One is tempted to keep going, and quote from Joseph Story’s Commentaries on the Constitution from 1833 – which essentially parrots Hamilton in The Federalist and Wilson in his Lectures. Story is generally sound on impeachment, noting that the power reaches not only criminal-law violations but is of “a more enlarged operation, and reaches, what are aptly termed, political offences, growing out of personal misconduct, or gross neglect, or usurpation, or habitual disregard of the public interests, in the discharge of the duties of political office” and that is “almost impossible to provide systematically for them by positive law” but must be examined “upon very broad and comprehensive principles of public policy and duty.”

But Story’s Commentaries come later – approaching fifty years after the framing of the Constitution; they are not contemporaneous expositions evidencing textual meaning at the time, but learned commentary (and, here, commentary derivative of the views of others) of a different generation – and sometimes idiosyncratic commentary to boot. Story is always smart, always interesting, always informative, and always worthy of consideration; but he is not always a reliable exponent of the original meaning of the document. The Commentaries are commentaries, and of distinctly lesser weight, because not only post-enactment history but distant-in-time, second-generation, derivative commentary.

In my next post, I will consider the relevance (or not) of early practice: How did the earliest Congresses apply the impeachment power, in particular instances?
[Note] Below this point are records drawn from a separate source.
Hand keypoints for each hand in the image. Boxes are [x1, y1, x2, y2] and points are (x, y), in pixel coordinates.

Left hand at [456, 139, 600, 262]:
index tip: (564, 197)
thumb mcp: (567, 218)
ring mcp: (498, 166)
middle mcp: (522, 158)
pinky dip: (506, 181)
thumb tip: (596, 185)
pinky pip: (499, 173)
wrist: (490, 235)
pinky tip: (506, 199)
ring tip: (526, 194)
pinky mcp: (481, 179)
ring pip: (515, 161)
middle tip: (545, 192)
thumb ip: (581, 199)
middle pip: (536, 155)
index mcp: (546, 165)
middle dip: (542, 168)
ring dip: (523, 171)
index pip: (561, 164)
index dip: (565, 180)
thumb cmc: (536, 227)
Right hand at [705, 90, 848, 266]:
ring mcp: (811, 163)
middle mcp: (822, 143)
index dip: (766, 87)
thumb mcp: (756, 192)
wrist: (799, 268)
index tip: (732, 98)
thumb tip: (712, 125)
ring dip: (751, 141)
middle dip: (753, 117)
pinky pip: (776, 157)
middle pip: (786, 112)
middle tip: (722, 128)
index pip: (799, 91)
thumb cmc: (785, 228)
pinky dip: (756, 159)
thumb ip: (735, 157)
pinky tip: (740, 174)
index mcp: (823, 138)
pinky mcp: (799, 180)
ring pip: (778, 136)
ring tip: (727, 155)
In applying the power, how did early Congresses understand and interpret the Constitution’s impeachment standard of “high Crimes and Misdemeanors? And should this count (and, if so, how seriously) as evidence of the original public meaning of the Constitution’s impeachment standard?

[1] The arguments I reference here can all be found in The Debates in the Several State Conventions on the Adoption of the Federal Constitution, a five-volume by Jonathan Elliot, and accessible in full at the Library of Congress website.